Some of the many outstanding projects that Petra Drucker worked on were geotechnical consulting services for the construction of the Wien River Valley Collecting Sewer in Vienna, geotechnical project management for highway S31 expansion in Austria as well as the new construction of a transfer station of a landfill in Germany. Here, she was responsible for geotechnical investigations, the conceptual design of load tests, assessment compilation, and the settlement prognosis for the landfill’s new transfer station.

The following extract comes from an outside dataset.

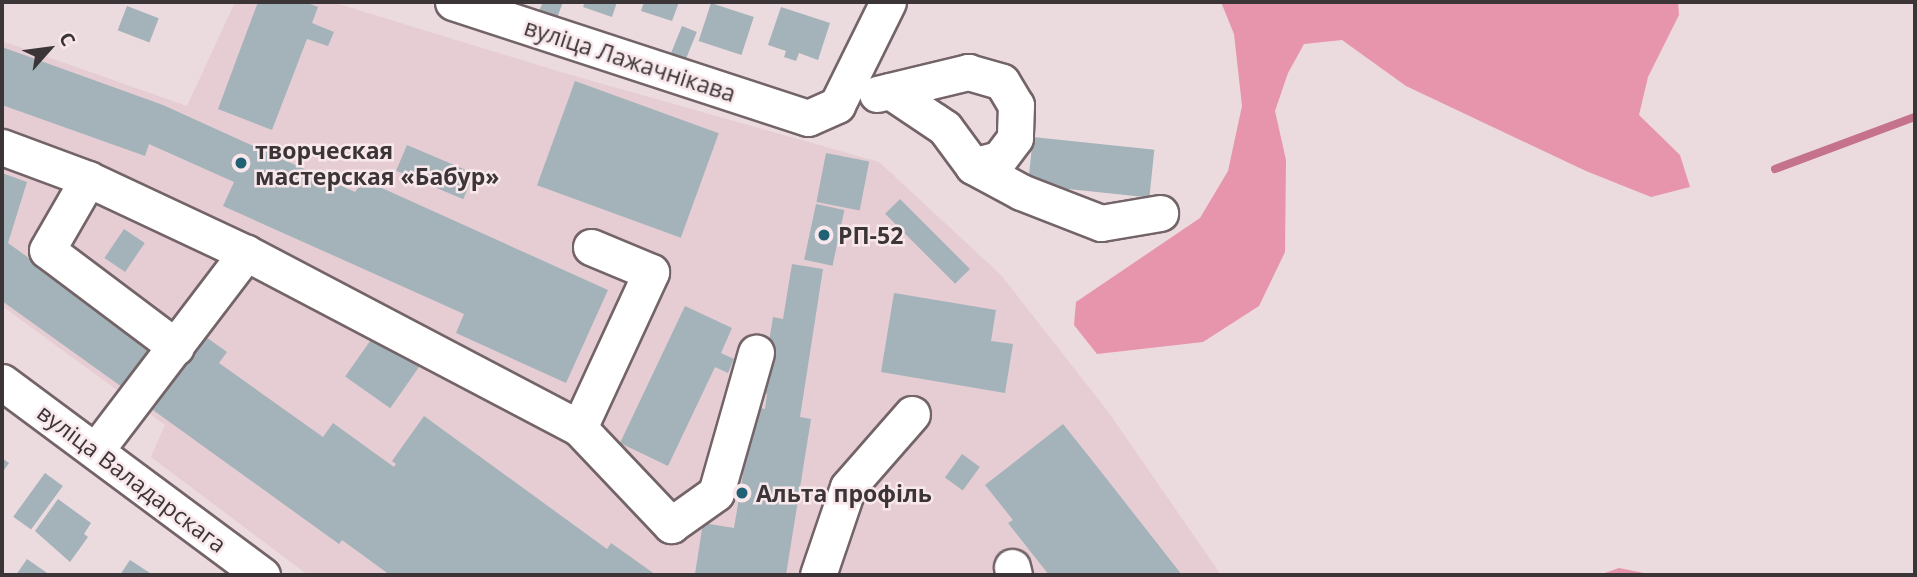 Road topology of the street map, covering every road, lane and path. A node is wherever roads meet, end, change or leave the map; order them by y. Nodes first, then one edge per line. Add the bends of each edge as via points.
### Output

Currently, Petra Drucker is working as a technical project manager for geotechnical consulting for the new construction of Munich’s subway Line 9, executed in open construction method. On behalf of Munich’s public services, CDM Smith supervises the ground investigation work and prepares the geotechnical reports for station and switch shafts. She also is engaged as project manager in geotechnical aspects of the extension of the German autobahn A1 between Niehl and Leverkusen-West. Here, as a subcontractor of the planning office Petra advises the contracting authority (Autobahn GmbH des Bundes) concerning various issues during construction, such as foundation alternatives, sheet piling, grouted anchors, overall stability verifications and follow-up investigations.
Even as a teenager, Petra Drucker dreamed of building bridges and tunnels - a vision that consistently accompanied her path to becoming a civil engineer. Today, as part of the CDM Smith team, she contributes her expertise to challenging civil engineering projects throughout Germany and beyond. What motivates her every day? The opportunity to work on complex infrastructure projects, develop innovative solutions and make a visible contribution.
Her advice to young engineers: “Don't be discouraged, look for a working environment that inspires you - and pursue what you really enjoy.”

Alongside the structural components, the subsoil is the most important part of our buildings.